### Work to complete
Give the entries below again, word for word, and leave out the images.

### Supplied information
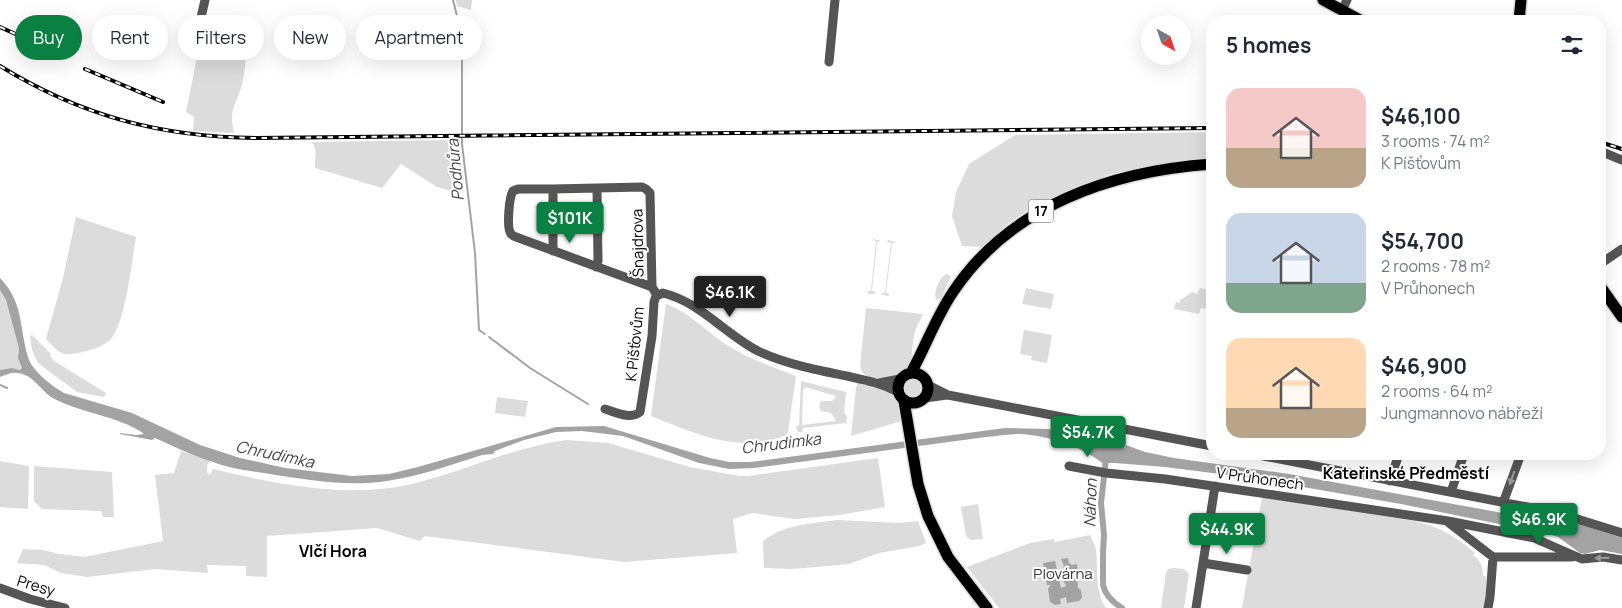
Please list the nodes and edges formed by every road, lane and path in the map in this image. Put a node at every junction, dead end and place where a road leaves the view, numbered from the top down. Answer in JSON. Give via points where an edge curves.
{"nodes":[{"id":1,"x":205,"y":0,"type":"edge"},
{"id":2,"x":835,"y":0,"type":"edge"},
{"id":3,"x":1521,"y":0,"type":"edge"},
{"id":4,"x":1336,"y":3,"type":"edge"},
{"id":5,"x":202,"y":15,"type":"edge"},
{"id":6,"x":1353,"y":15,"type":"edge"},
{"id":7,"x":1520,"y":15,"type":"edge"},
{"id":8,"x":829,"y":62,"type":"dead end"},
{"id":9,"x":1606,"y":153,"type":"edge"},
{"id":10,"x":1622,"y":160,"type":"edge"},
{"id":11,"x":1206,"y":165,"type":"edge"},
{"id":12,"x":597,"y":188,"type":"junction"},
{"id":13,"x":553,"y":189,"type":"junction"},
{"id":14,"x":1622,"y":249,"type":"edge"},
{"id":15,"x":553,"y":251,"type":"junction"},
{"id":16,"x":1606,"y":260,"type":"edge"},
{"id":17,"x":596,"y":267,"type":"junction"},
{"id":18,"x":655,"y":291,"type":"junction"},
{"id":19,"x":1606,"y":294,"type":"edge"},
{"id":20,"x":1622,"y":317,"type":"edge"},
{"id":21,"x":927,"y":343,"type":"junction"},
{"id":22,"x":911,"y":373,"type":"junction"},
{"id":23,"x":900,"y":379,"type":"junction"},
{"id":24,"x":926,"y":381,"type":"junction"},
{"id":25,"x":878,"y":383,"type":"junction"},
{"id":26,"x":948,"y":395,"type":"junction"},
{"id":27,"x":901,"y":397,"type":"junction"},
{"id":28,"x":922,"y":400,"type":"junction"},
{"id":29,"x":605,"y":409,"type":"dead end"},
{"id":30,"x":911,"y":427,"type":"junction"},
{"id":31,"x":1206,"y":445,"type":"edge"},
{"id":32,"x":1283,"y":460,"type":"edge"},
{"id":33,"x":1397,"y":460,"type":"edge"},
{"id":34,"x":1462,"y":460,"type":"edge"},
{"id":35,"x":1519,"y":460,"type":"edge"},
{"id":36,"x":1069,"y":466,"type":"dead end"},
{"id":37,"x":1390,"y":481,"type":"junction"},
{"id":38,"x":1214,"y":486,"type":"junction"},
{"id":39,"x":1451,"y":492,"type":"junction"},
{"id":40,"x":1504,"y":503,"type":"junction"},
{"id":41,"x":1448,"y":522,"type":"junction"},
{"id":42,"x":934,"y":530,"type":"junction"},
{"id":43,"x":1622,"y":533,"type":"edge"},
{"id":44,"x":1493,"y":557,"type":"junction"},
{"id":45,"x":1582,"y":559,"type":"junction"},
{"id":46,"x":1622,"y":560,"type":"edge"},
{"id":47,"x":1203,"y":563,"type":"junction"},
{"id":48,"x":1247,"y":570,"type":"dead end"},
{"id":49,"x":0,"y":588,"type":"edge"},
{"id":50,"x":65,"y":608,"type":"edge"},
{"id":51,"x":987,"y":608,"type":"edge"},
{"id":52,"x":992,"y":608,"type":"edge"},
{"id":53,"x":1196,"y":608,"type":"edge"},
{"id":54,"x":1488,"y":608,"type":"edge"}],
"edges":[{"from":1,"to":5,"type":"street"},
{"from":2,"to":8,"type":"street"},
{"from":3,"to":7,"type":"main road"},
{"from":4,"to":6,"type":"main road"},
{"from":9,"to":10,"type":"street"},
{"from":11,"to":21,"type":"main road","number":"17","via":[[1149,172],[1112,181],[1071,196],[1023,222],[994,244],[964,278],[941,312]]},
{"from":12,"to":13,"type":"street","name":"Šnajdrova"},
{"from":12,"to":17,"type":"street"},
{"from":12,"to":18,"type":"street","name":"Šnajdrova","via":[[642,187],[650,193]]},
{"from":13,"to":15,"type":"street"},
{"from":13,"to":15,"type":"street","name":"Šnajdrova","via":[[518,189],[512,193],[509,199],[509,230]]},
{"from":14,"to":16,"type":"street"},
{"from":15,"to":17,"type":"street","name":"Šnajdrova"},
{"from":17,"to":18,"type":"street","name":"Šnajdrova"},
{"from":18,"to":25,"type":"street","name":"K Píšťovům","via":[[691,304],[757,350],[809,368]]},
{"from":18,"to":29,"type":"street","name":"K Píšťovům","via":[[652,336],[640,412],[633,416]]},
{"from":19,"to":20,"type":"main road"},
{"from":21,"to":22,"type":"main road","number":"17"},
{"from":21,"to":24,"type":"main road","number":"17"},
{"from":22,"to":23,"type":"main road"},
{"from":22,"to":24,"type":"main road","via":[[920,374]]},
{"from":23,"to":25,"type":"street"},
{"from":23,"to":27,"type":"main road","number":"17","via":[[897,388]]},
{"from":24,"to":26,"type":"street"},
{"from":24,"to":28,"type":"main road","number":"17","via":[[928,389]]},
{"from":25,"to":27,"type":"street"},
{"from":26,"to":28,"type":"street"},
{"from":26,"to":31,"type":"street"},
{"from":27,"to":28,"type":"main road","via":[[908,403]]},
{"from":27,"to":30,"type":"main road","number":"17"},
{"from":28,"to":30,"type":"main road","number":"17","via":[[915,410]]},
{"from":30,"to":42,"type":"main road","number":"17","via":[[920,492]]},
{"from":32,"to":37,"type":"street"},
{"from":33,"to":37,"type":"street"},
{"from":34,"to":39,"type":"street"},
{"from":35,"to":40,"type":"street","one_way":true},
{"from":36,"to":38,"type":"street","name":"V Průhonech"},
{"from":37,"to":39,"type":"street"},
{"from":38,"to":41,"type":"street","name":"V Průhonech"},
{"from":38,"to":47,"type":"street"},
{"from":39,"to":40,"type":"street"},
{"from":40,"to":43,"type":"street","via":[[1558,513]]},
{"from":41,"to":44,"type":"street","name":"V Průhonech"},
{"from":41,"to":45,"type":"street","via":[[1534,538]]},
{"from":42,"to":51,"type":"main road","number":"17","via":[[954,565]]},
{"from":42,"to":52,"type":"main road","number":"17"},
{"from":44,"to":45,"type":"street","via":[[1564,556]]},
{"from":44,"to":54,"type":"street"},
{"from":46,"to":45,"type":"street","one_way":true,"via":[[1603,557]]},
{"from":47,"to":48,"type":"street"},
{"from":47,"to":53,"type":"street"},
{"from":49,"to":50,"type":"street","name":"Presy","via":[[30,600]]}]}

### Response to the task
Please list the nodes and edges formed by every road, lane and path in the map in this image. Put a node at every junction, dead end and place where a road leaves the view, numbered from the top down. Answer in JSON. Give via points where an edge curves.
{"nodes":[{"id":1,"x":205,"y":0,"type":"edge"},
{"id":2,"x":835,"y":0,"type":"edge"},
{"id":3,"x":1521,"y":0,"type":"edge"},
{"id":4,"x":1336,"y":3,"type":"edge"},
{"id":5,"x":202,"y":15,"type":"edge"},
{"id":6,"x":1353,"y":15,"type":"edge"},
{"id":7,"x":1520,"y":15,"type":"edge"},
{"id":8,"x":829,"y":62,"type":"dead end"},
{"id":9,"x":1606,"y":153,"type":"edge"},
{"id":10,"x":1622,"y":160,"type":"edge"},
{"id":11,"x":1206,"y":165,"type":"edge"},
{"id":12,"x":597,"y":188,"type":"junction"},
{"id":13,"x":553,"y":189,"type":"junction"},
{"id":14,"x":1622,"y":249,"type":"edge"},
{"id":15,"x":553,"y":251,"type":"junction"},
{"id":16,"x":1606,"y":260,"type":"edge"},
{"id":17,"x":596,"y":267,"type":"junction"},
{"id":18,"x":655,"y":291,"type":"junction"},
{"id":19,"x":1606,"y":294,"type":"edge"},
{"id":20,"x":1622,"y":317,"type":"edge"},
{"id":21,"x":927,"y":343,"type":"junction"},
{"id":22,"x":911,"y":373,"type":"junction"},
{"id":23,"x":900,"y":379,"type":"junction"},
{"id":24,"x":926,"y":381,"type":"junction"},
{"id":25,"x":878,"y":383,"type":"junction"},
{"id":26,"x":948,"y":395,"type":"junction"},
{"id":27,"x":901,"y":397,"type":"junction"},
{"id":28,"x":922,"y":400,"type":"junction"},
{"id":29,"x":605,"y":409,"type":"dead end"},
{"id":30,"x":911,"y":427,"type":"junction"},
{"id":31,"x":1206,"y":445,"type":"edge"},
{"id":32,"x":1283,"y":460,"type":"edge"},
{"id":33,"x":1397,"y":460,"type":"edge"},
{"id":34,"x":1462,"y":460,"type":"edge"},
{"id":35,"x":1519,"y":460,"type":"edge"},
{"id":36,"x":1069,"y":466,"type":"dead end"},
{"id":37,"x":1390,"y":481,"type":"junction"},
{"id":38,"x":1214,"y":486,"type":"junction"},
{"id":39,"x":1451,"y":492,"type":"junction"},
{"id":40,"x":1504,"y":503,"type":"junction"},
{"id":41,"x":1448,"y":522,"type":"junction"},
{"id":42,"x":934,"y":530,"type":"junction"},
{"id":43,"x":1622,"y":533,"type":"edge"},
{"id":44,"x":1493,"y":557,"type":"junction"},
{"id":45,"x":1582,"y":559,"type":"junction"},
{"id":46,"x":1622,"y":560,"type":"edge"},
{"id":47,"x":1203,"y":563,"type":"junction"},
{"id":48,"x":1247,"y":570,"type":"dead end"},
{"id":49,"x":0,"y":588,"type":"edge"},
{"id":50,"x":65,"y":608,"type":"edge"},
{"id":51,"x":987,"y":608,"type":"edge"},
{"id":52,"x":992,"y":608,"type":"edge"},
{"id":53,"x":1196,"y":608,"type":"edge"},
{"id":54,"x":1488,"y":608,"type":"edge"}],
"edges":[{"from":1,"to":5,"type":"street"},
{"from":2,"to":8,"type":"street"},
{"from":3,"to":7,"type":"main road"},
{"from":4,"to":6,"type":"main road"},
{"from":9,"to":10,"type":"street"},
{"from":11,"to":21,"type":"main road","number":"17","via":[[1149,172],[1112,181],[1071,196],[1023,222],[994,244],[964,278],[941,312]]},
{"from":12,"to":13,"type":"street","name":"Šnajdrova"},
{"from":12,"to":17,"type":"street"},
{"from":12,"to":18,"type":"street","name":"Šnajdrova","via":[[642,187],[650,193]]},
{"from":13,"to":15,"type":"street"},
{"from":13,"to":15,"type":"street","name":"Šnajdrova","via":[[518,189],[512,193],[509,199],[509,230]]},
{"from":14,"to":16,"type":"street"},
{"from":15,"to":17,"type":"street","name":"Šnajdrova"},
{"from":17,"to":18,"type":"street","name":"Šnajdrova"},
{"from":18,"to":25,"type":"street","name":"K Píšťovům","via":[[691,304],[757,350],[809,368]]},
{"from":18,"to":29,"type":"street","name":"K Píšťovům","via":[[652,336],[640,412],[633,416]]},
{"from":19,"to":20,"type":"main road"},
{"from":21,"to":22,"type":"main road","number":"17"},
{"from":21,"to":24,"type":"main road","number":"17"},
{"from":22,"to":23,"type":"main road"},
{"from":22,"to":24,"type":"main road","via":[[920,374]]},
{"from":23,"to":25,"type":"street"},
{"from":23,"to":27,"type":"main road","number":"17","via":[[897,388]]},
{"from":24,"to":26,"type":"street"},
{"from":24,"to":28,"type":"main road","number":"17","via":[[928,389]]},
{"from":25,"to":27,"type":"street"},
{"from":26,"to":28,"type":"street"},
{"from":26,"to":31,"type":"street"},
{"from":27,"to":28,"type":"main road","via":[[908,403]]},
{"from":27,"to":30,"type":"main road","number":"17"},
{"from":28,"to":30,"type":"main road","number":"17","via":[[915,410]]},
{"from":30,"to":42,"type":"main road","number":"17","via":[[920,492]]},
{"from":32,"to":37,"type":"street"},
{"from":33,"to":37,"type":"street"},
{"from":34,"to":39,"type":"street"},
{"from":35,"to":40,"type":"street","one_way":true},
{"from":36,"to":38,"type":"street","name":"V Průhonech"},
{"from":37,"to":39,"type":"street"},
{"from":38,"to":41,"type":"street","name":"V Průhonech"},
{"from":38,"to":47,"type":"street"},
{"from":39,"to":40,"type":"street"},
{"from":40,"to":43,"type":"street","via":[[1558,513]]},
{"from":41,"to":44,"type":"street","name":"V Průhonech"},
{"from":41,"to":45,"type":"street","via":[[1534,538]]},
{"from":42,"to":51,"type":"main road","number":"17","via":[[954,565]]},
{"from":42,"to":52,"type":"main road","number":"17"},
{"from":44,"to":45,"type":"street","via":[[1564,556]]},
{"from":44,"to":54,"type":"street"},
{"from":46,"to":45,"type":"street","one_way":true,"via":[[1603,557]]},
{"from":47,"to":48,"type":"street"},
{"from":47,"to":53,"type":"street"},
{"from":49,"to":50,"type":"street","name":"Presy","via":[[30,600]]}]}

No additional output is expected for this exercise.